WORK TO COMPLETE » Find the lines in the records below that contain "where", and report each of them.

EXTRACTED ENTRIES »
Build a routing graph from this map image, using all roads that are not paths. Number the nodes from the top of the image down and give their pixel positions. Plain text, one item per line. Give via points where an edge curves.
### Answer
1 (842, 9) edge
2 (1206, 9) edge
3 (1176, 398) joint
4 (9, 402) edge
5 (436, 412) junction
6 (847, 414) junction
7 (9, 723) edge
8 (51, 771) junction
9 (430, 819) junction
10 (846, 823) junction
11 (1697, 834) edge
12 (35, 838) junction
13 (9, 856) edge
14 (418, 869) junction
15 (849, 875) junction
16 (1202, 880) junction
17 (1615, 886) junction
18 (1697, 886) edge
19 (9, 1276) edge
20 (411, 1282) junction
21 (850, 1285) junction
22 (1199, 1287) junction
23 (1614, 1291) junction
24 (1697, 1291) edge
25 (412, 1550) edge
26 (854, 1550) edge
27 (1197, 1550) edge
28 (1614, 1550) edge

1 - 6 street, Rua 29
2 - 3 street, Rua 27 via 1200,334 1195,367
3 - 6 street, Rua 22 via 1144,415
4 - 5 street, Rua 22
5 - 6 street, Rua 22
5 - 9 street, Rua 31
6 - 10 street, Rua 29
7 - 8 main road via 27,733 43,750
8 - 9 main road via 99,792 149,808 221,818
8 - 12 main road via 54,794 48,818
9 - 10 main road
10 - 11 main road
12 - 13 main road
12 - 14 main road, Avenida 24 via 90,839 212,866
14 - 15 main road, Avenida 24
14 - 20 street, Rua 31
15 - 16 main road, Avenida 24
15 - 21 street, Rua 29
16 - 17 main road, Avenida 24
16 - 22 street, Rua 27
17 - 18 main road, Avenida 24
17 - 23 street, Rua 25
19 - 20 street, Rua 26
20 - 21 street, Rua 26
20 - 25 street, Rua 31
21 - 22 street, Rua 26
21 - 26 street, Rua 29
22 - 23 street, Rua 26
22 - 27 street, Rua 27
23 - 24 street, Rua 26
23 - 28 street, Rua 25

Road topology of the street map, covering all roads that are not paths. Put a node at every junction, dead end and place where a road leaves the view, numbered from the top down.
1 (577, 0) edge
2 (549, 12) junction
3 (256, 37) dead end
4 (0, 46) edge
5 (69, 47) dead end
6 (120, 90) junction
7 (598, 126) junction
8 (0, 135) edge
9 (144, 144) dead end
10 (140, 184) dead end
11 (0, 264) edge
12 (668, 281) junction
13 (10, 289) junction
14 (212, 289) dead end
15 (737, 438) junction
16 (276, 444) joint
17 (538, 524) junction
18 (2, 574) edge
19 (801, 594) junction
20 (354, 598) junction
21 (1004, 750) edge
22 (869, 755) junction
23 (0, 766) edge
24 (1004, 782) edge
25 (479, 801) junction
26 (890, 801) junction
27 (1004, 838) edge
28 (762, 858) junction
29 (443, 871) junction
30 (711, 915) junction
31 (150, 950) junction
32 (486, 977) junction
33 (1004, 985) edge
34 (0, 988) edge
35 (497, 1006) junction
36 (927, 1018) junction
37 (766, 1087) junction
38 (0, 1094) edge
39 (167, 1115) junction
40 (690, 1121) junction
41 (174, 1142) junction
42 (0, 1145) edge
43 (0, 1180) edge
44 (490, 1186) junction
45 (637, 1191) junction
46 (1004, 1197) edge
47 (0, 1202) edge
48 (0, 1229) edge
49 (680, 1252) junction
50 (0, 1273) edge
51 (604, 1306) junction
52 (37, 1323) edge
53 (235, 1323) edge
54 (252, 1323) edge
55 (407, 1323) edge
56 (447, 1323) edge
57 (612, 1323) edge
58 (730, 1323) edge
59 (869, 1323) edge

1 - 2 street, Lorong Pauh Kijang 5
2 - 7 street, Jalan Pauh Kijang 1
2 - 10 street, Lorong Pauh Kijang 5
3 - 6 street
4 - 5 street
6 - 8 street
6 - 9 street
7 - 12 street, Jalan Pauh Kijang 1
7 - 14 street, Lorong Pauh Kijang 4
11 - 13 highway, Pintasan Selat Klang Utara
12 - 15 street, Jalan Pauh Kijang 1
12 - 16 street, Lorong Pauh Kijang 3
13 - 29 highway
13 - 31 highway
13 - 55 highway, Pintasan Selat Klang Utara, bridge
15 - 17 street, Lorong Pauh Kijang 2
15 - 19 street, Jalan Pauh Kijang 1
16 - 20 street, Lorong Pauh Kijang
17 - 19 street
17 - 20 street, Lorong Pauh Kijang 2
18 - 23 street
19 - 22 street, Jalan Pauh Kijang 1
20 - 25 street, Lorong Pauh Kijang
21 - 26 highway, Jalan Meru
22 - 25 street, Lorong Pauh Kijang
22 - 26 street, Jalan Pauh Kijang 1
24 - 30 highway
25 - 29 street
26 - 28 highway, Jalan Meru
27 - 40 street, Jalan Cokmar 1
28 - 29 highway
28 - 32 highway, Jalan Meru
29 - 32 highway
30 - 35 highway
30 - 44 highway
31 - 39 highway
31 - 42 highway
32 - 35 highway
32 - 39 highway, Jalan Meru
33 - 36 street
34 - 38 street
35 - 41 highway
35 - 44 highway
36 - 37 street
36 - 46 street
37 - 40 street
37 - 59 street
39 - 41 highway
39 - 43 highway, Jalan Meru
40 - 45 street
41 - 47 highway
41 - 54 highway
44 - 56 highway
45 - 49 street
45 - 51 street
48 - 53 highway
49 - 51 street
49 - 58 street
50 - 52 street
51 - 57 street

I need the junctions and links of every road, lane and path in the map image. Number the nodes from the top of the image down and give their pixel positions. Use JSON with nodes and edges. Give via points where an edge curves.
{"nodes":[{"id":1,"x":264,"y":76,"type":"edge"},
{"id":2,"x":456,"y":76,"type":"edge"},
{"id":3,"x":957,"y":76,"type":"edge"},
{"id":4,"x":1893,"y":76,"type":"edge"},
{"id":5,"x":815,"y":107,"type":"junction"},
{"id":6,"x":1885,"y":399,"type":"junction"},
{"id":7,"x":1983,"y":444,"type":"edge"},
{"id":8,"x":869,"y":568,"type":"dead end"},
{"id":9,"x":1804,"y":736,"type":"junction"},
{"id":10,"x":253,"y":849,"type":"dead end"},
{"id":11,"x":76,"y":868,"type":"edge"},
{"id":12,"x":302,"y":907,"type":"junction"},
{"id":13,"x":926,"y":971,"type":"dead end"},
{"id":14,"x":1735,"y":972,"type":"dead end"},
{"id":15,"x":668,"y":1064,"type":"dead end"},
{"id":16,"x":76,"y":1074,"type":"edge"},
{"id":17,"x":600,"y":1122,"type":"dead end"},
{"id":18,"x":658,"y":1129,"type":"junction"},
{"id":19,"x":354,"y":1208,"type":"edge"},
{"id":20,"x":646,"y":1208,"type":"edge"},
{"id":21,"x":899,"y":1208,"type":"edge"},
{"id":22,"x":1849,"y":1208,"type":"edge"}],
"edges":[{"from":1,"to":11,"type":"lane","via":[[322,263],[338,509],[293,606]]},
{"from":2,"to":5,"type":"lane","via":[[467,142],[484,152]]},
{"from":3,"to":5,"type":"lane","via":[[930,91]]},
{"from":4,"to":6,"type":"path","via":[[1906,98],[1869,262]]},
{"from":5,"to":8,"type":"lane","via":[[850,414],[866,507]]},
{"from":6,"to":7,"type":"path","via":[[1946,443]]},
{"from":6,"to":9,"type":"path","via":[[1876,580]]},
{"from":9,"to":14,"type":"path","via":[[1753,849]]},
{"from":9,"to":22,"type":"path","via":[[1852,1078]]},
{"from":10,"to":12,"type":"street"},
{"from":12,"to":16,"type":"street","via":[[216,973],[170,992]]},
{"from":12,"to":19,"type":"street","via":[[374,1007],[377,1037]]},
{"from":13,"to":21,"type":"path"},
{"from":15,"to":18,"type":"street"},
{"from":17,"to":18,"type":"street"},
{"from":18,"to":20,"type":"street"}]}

TASK SOLUTION »
Build a routing graph from this map image, using all roads that are not paths. Number the nodes from the top of the image down and give their pixel positions. Plain text, one item per line. Give via points where an edge curves.
Road topology of the street map, covering all roads that are not paths. Put a node at every junction, dead end and place where a road leaves the view, numbered from the top down.
I need the junctions and links of every road, lane and path in the map image. Number the nodes from the top of the image down and give their pixel positions. Use JSON with nodes and edges. Give via points where an edge curves.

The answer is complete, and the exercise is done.